In this case, simultaneous CIs are calculated. This means that CIs are calculated for each category at once, ensuring that the overall confidence level (e.g., 95%) is maintained across all categories.
To calculate confidence intervals for means directly from data
frames, use ci_mean_t()
.
Scenario: You are investigating crop yield.
# Using built-in dataset as example
data(npk, package = "datasets")
head(npk, n = 3)
#> block N P K yield
#> 1 1 0 1 1 49.5
#> 2 1 1 1 0 62.8
#> 3 1 0 0 0 46.8
# Average crop yield (overall)
npk |>
ci_mean_t(yield)
#> # A tibble: 1 × 3
#> mean lwr.ci upr.ci
#> <dbl> <dbl> <dbl>
#> 1 54.9 52.3 57.5
Interpretation: We’re 95% confident the true average yield is between 51.9 and 56.9.
Scenario: You are investigating crop yield in different conditions (with/without fertilizers).
# Compare yields with and without nitrogen fertilizer
npk |>
group_by(N) |>
ci_mean_t(yield)
#> # A tibble: 2 × 4
#> N mean lwr.ci upr.ci
#> <fct> <dbl> <dbl> <dbl>
#> 1 0 52.1 48.6 55.5
#> 2 1 57.7 54.0 61.4
Look at the confidence intervals: if they don’t overlap, it suggests a potential difference between groups.
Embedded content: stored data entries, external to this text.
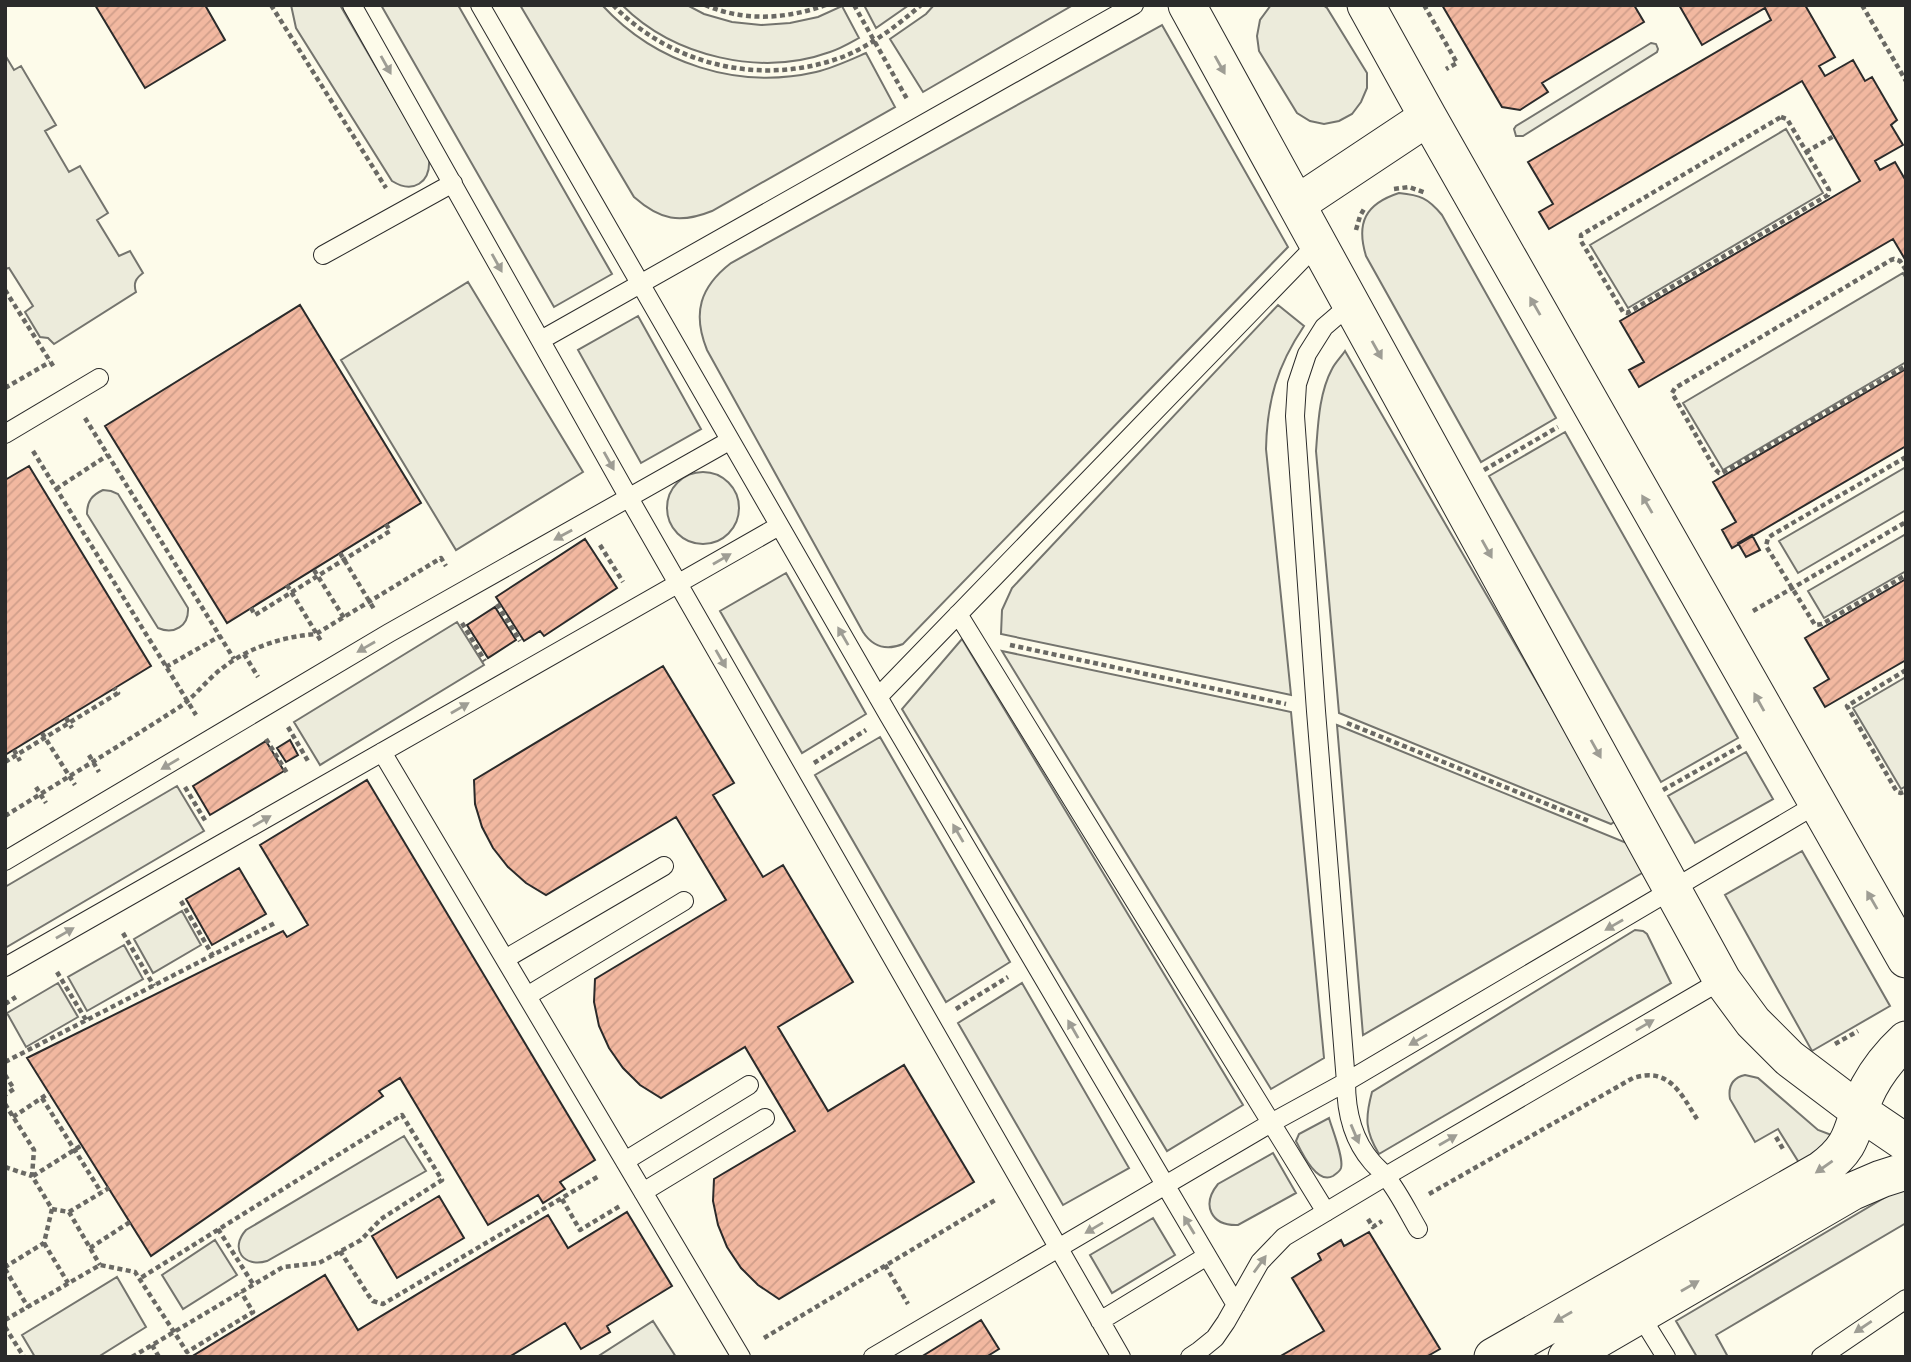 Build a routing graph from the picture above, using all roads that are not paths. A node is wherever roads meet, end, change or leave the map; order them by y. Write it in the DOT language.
graph roads {
  1 [pos="352,5"];
  2 [pos="480,5"];
  3 [pos="1134,5"];
  4 [pos="1187,5"];
  5 [pos="1366,5"];
  6 [pos="1427,117"];
  7 [pos="453,183"];
  8 [pos="1297,204"];
  9 [pos="1319,242"];
  10 [pos="323,255"];
  11 [pos="639,285"];
  12 [pos="1352,303"];
  13 [pos="541,340"];
  14 [pos="99,379"];
  15 [pos="12,430"];
  16 [pos="729,441"];
  17 [pos="629,498"];
  18 [pos="779,526"];
  19 [pos="678,584"];
  20 [pos="958,614"];
  21 [pos="878,697"];
  22 [pos="382,752"];
  23 [pos="1817,804"];
  24 [pos="5,861"];
  25 [pos="664,866"];
  26 [pos="1673,890"];
  27 [pos="684,901"];
  28 [pos="505,959"];
  29 [pos="1906,959"];
  30 [pos="5,967"];
  31 [pos="1722,980"];
  32 [pos="527,996"];
  33 [pos="1906,1040"];
  34 [pos="1346,1082"];
  35 [pos="749,1085"];
  36 [pos="1859,1111"];
  37 [pos="765,1118"];
  38 [pos="1271,1123"];
  39 [pos="1906,1143"];
  40 [pos="625,1161"];
  41 [pos="1906,1171"];
  42 [pos="1386,1176"];
  43 [pos="1165,1186"];
  44 [pos="643,1192"];
  45 [pos="1326,1212"];
  46 [pos="1418,1229"];
  47 [pos="1059,1248"];
  48 [pos="1207,1256"];
  49 [pos="1637,1275"];
  50 [pos="1602,1294"];
  51 [pos="1906,1299"];
  52 [pos="1236,1305"];
  53 [pos="1636,1317"];
  54 [pos="1100,1321"];
  55 [pos="740,1354"];
  56 [pos="873,1357"];
  57 [pos="1121,1357"];
  58 [pos="1191,1357"];
  59 [pos="1493,1357"];
  60 [pos="1567,1357"];
  61 [pos="1666,1357"];
  62 [pos="1821,1357"];
  1 -- 7 [label="lane, one-way"];
  2 -- 11 [label="lane"];
  3 -- 11 [label="lane"];
  4 -- 8 [label="street, one-way"];
  5 -- 6 [label="street"];
  6 -- 8 [label="street"];
  23 -- 6 [label="street, one-way"];
  7 -- 10 [label="lane"];
  7 -- 13 [label="lane, one-way"];
  8 -- 9 [label="street"];
  9 -- 12 [label="street"];
  9 -- 20 [label="lane"];
  11 -- 13 [label="lane"];
  11 -- 16 [label="lane"];
  12 -- 26 [label="street, one-way"];
  12 -- 34 [label="lane"];
  13 -- 17 [label="lane, one-way"];
  14 -- 15 [label="lane"];
  16 -- 17 [label="lane"];
  16 -- 18 [label="lane"];
  17 -- 19 [label="lane"];
  17 -- 24 [label="lane, one-way"];
  19 -- 18 [label="lane, one-way"];
  21 -- 18 [label="lane, one-way"];
  22 -- 19 [label="lane, one-way"];
  19 -- 47 [label="lane, one-way"];
  20 -- 21 [label="lane"];
  20 -- 38 [label="lane"];
  43 -- 21 [label="lane, one-way"];
  22 -- 28 [label="lane"];
  30 -- 22 [label="lane, one-way"];
  23 -- 26 [label="lane"];
  29 -- 23 [label="street, one-way"];
  25 -- 28 [label="lane"];
  26 -- 31 [label="street"];
  26 -- 34 [label="lane, one-way"];
  27 -- 32 [label="lane"];
  28 -- 32 [label="lane"];
  31 -- 36 [label="street"];
  42 -- 31 [label="lane, one-way"];
  32 -- 40 [label="lane"];
  33 -- 36 [label="street"];
  34 -- 38 [label="lane"];
  34 -- 42 [label="lane, one-way"];
  35 -- 40 [label="lane"];
  36 -- 39 [label="street"];
  36 -- 49 [label="street, one-way"];
  37 -- 44 [label="lane"];
  38 -- 43 [label="lane"];
  38 -- 45 [label="lane"];
  40 -- 44 [label="lane"];
  53 -- 41 [label="street, one-way"];
  42 -- 45 [label="lane"];
  42 -- 46 [label="lane"];
  43 -- 47 [label="lane, one-way"];
  48 -- 43 [label="lane, one-way"];
  44 -- 55 [label="lane"];
  52 -- 45 [label="lane, one-way"];
  47 -- 54 [label="lane"];
  47 -- 56 [label="lane"];
  48 -- 52 [label="lane"];
  48 -- 54 [label="lane"];
  49 -- 50 [label="street"];
  49 -- 53 [label="street"];
  50 -- 53 [label="street"];
  50 -- 59 [label="street, one-way"];
  51 -- 62 [label="lane, one-way"];
  52 -- 58 [label="lane"];
  53 -- 60 [label="street"];
  53 -- 61 [label="lane"];
  54 -- 57 [label="lane"];
}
# Multiple grouping factors
npk |>
group_by(N, P, K) |>
ci_mean_t(yield)
#> # A tibble: 8 × 6
#> N P K mean lwr.ci upr.ci
#> <fct> <fct> <fct> <dbl> <dbl> <dbl>
#> 1 0 1 1 50.5 44.6 56.4
#> 2 1 1 0 57.9 44.3 71.5
#> 3 0 0 0 51.4 40.0 62.9
#> 4 1 0 1 54.7 44.2 65.1
#> 5 1 0 0 63.8 51.1 76.4
#> 6 1 1 1 54.4 41.9 66.8
#> 7 0 0 1 52 38.0 66.0
#> 8 0 1 0 54.3 31.0 77.7
Scenario: Iris flower measurements.
data(iris, package = "datasets")
head(iris, n = 3)
#> Sepal.Length Sepal.Width Petal.Length Petal.Width Species
#> 1 5.1 3.5 1.4 0.2 setosa
#> 2 4.9 3.0 1.4 0.2 setosa
#> 3 4.7 3.2 1.3 0.2 setosa
# Petal length by flower species
iris |>
group_by(Species) |>
ci_mean_t(Petal.Length)
#> # A tibble: 3 × 4
#> Species mean lwr.ci upr.ci
#> <fct> <dbl> <dbl> <dbl>
#> 1 setosa 1.46 1.41 1.51
#> 2 versicolor 4.26 4.13 4.39
#> 3 virginica 5.55 5.40 5.71
Interpretation: The results suggest that the three species have clearly different petal lengths (no overlapping intervals).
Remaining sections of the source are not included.